Supreme Court of North Carolina · 1953 · Property
PropertyPrivate nuisanceInjunctionsPleading and proofprivate nuisanceintentional invasionunreasonable interferenceuse and enjoyment of land

Facts

Plaintiffs owned and used land adjacent to an oil refinery operated by High Penn Oil Company. When the evidence was viewed most favorably to plaintiffs, the refinery's operation caused noxious gases and odors to escape onto plaintiffs' nine acres in recurring and annoying density, substantially impairing plaintiffs' use and enjoyment of their land and home. The evidence also supported an inference that High Penn intended to continue operating in the same manner, threatening recurring irreparable injury. As to Southern Oil Transportation Company, the evidence showed ownership and control of the refinery land until September 10, 1952, and knowing permission of the refinery's operation despite plaintiffs' notice and protest, but no evidence that it actively participated in construction or operation of the refinery.

Issue

Whether the evidence was sufficient to show an actionable and abatable private nuisance against High Penn Oil Company without proof of negligence, and whether plaintiffs could recover against Southern Oil Transportation Company on the theory pleaded.
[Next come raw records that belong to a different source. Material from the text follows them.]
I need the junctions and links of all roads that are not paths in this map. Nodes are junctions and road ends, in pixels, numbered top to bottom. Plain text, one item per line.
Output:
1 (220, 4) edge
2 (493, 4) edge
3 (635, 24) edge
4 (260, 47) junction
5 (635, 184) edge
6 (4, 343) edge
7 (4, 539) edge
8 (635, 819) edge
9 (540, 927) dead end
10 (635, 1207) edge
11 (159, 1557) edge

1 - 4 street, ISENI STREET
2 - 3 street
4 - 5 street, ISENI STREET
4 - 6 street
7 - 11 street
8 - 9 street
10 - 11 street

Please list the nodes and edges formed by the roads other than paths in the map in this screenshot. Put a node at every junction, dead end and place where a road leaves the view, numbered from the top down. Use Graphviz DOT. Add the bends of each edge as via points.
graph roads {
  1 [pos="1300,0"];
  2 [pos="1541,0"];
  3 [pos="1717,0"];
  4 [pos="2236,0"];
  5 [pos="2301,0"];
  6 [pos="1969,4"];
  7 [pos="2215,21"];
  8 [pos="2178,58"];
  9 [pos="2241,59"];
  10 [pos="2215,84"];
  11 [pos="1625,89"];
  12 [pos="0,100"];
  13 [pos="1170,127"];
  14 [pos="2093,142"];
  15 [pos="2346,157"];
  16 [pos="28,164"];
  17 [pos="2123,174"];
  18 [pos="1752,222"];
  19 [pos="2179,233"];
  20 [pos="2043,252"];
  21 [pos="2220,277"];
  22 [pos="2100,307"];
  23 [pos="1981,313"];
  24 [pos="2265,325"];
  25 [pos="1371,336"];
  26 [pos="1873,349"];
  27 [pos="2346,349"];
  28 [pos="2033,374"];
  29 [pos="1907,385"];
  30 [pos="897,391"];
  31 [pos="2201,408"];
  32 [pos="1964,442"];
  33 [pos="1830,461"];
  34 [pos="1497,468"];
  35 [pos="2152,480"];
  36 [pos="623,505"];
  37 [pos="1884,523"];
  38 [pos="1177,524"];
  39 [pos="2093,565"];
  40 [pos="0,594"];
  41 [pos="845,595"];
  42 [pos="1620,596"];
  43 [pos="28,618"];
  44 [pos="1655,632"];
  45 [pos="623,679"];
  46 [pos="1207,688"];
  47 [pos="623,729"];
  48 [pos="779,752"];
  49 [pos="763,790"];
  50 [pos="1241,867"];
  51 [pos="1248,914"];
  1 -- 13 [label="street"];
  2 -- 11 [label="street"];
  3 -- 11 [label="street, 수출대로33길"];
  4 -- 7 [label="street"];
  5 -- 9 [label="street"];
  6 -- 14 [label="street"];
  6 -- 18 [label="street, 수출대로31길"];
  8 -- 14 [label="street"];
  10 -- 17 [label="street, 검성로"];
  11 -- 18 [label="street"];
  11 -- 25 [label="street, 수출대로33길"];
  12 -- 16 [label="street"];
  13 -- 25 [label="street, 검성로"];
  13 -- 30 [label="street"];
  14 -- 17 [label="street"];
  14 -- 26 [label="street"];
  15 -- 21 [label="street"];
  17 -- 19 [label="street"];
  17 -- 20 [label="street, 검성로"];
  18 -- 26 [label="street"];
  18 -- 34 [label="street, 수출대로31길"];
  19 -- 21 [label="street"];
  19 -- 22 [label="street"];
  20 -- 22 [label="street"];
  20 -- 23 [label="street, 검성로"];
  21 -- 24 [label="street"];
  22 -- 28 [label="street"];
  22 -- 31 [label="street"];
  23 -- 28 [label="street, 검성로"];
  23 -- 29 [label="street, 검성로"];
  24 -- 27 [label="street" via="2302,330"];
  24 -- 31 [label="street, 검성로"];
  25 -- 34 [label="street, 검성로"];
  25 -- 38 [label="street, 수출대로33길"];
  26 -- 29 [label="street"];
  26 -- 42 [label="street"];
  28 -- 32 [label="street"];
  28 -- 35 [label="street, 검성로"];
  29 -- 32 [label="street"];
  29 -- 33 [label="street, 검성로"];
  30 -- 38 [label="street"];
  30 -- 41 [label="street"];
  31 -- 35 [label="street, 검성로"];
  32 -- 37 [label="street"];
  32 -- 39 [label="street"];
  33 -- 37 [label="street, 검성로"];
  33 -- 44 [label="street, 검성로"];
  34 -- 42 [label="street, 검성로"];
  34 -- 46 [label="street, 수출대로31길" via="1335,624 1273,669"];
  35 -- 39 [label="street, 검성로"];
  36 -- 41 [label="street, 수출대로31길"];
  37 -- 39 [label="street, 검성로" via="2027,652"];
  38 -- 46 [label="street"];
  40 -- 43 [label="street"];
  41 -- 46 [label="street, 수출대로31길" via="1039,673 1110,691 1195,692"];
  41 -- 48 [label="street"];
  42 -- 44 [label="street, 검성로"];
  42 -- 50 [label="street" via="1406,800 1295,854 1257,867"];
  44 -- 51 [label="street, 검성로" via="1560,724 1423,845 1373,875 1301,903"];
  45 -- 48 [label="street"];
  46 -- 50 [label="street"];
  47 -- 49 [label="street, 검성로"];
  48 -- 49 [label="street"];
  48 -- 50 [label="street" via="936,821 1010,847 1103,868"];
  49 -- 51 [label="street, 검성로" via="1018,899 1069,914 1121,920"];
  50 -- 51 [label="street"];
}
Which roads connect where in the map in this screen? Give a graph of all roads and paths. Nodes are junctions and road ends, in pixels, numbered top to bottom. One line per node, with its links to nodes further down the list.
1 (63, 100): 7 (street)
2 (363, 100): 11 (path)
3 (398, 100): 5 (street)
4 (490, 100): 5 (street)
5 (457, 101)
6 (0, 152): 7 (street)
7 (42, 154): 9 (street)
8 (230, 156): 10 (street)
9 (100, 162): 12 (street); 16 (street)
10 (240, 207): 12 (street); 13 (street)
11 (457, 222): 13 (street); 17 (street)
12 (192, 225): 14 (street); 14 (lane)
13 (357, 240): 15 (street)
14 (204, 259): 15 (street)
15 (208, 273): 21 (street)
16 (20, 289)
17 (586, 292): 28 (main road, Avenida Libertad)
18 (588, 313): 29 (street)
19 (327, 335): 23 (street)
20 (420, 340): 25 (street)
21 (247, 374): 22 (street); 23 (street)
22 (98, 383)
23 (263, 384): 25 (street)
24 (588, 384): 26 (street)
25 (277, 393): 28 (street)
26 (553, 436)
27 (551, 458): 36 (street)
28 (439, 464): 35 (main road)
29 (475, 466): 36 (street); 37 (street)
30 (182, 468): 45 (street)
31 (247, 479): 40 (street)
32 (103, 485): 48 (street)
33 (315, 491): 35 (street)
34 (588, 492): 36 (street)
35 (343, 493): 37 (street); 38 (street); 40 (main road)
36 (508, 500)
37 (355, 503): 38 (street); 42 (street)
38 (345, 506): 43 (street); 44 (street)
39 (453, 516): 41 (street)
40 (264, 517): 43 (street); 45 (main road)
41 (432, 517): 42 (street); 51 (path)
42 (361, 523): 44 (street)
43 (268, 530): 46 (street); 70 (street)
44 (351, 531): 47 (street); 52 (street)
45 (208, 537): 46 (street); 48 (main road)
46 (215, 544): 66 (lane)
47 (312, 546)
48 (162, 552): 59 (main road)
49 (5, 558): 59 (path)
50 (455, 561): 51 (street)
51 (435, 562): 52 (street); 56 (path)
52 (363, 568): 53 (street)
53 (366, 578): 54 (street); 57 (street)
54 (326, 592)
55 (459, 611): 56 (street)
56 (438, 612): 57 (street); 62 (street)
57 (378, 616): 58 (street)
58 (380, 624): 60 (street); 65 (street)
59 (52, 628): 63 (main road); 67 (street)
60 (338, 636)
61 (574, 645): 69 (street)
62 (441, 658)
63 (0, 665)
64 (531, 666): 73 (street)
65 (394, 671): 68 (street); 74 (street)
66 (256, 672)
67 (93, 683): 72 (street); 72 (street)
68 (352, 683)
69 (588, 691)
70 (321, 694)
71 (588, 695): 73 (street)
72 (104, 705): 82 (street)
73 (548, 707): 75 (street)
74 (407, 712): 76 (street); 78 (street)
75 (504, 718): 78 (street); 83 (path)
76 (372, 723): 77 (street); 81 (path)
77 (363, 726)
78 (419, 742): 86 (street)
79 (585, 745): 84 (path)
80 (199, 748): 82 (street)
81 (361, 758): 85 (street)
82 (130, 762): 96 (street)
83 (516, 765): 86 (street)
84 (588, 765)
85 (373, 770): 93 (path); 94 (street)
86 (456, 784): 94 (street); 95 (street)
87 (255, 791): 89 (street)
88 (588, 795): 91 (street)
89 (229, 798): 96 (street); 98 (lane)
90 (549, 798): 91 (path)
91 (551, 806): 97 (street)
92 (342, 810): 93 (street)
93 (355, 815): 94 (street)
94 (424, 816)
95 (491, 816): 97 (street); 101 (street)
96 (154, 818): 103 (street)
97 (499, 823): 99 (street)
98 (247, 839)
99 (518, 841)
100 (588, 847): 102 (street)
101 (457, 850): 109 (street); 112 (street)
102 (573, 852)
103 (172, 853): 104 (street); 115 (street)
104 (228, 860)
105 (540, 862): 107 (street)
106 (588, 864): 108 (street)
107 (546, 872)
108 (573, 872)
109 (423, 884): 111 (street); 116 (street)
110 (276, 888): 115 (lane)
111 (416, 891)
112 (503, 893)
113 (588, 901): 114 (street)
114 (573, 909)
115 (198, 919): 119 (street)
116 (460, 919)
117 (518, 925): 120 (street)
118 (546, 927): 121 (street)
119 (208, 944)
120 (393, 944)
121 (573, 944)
The court also considered whether an erroneous jury instruction on nuisance required a new trial for High Penn.

Rule

Private nuisance is a field of tort liability protecting the interest in the private use and enjoyment of land. Any substantial nontrespassory invasion of that interest may be a private nuisance; the invasion is intentional when the actor acts for the purpose of causing it, knows it is resulting from his conduct, or knows it is substantially certain to result. A person is liable for an intentional private nuisance when his conduct is unreasonable under the circumstances, and one who intentionally creates or maintains a private nuisance is liable regardless of the degree of care exercised. Recovery cannot be had on matters proved but not alleged, or alleged but not proved.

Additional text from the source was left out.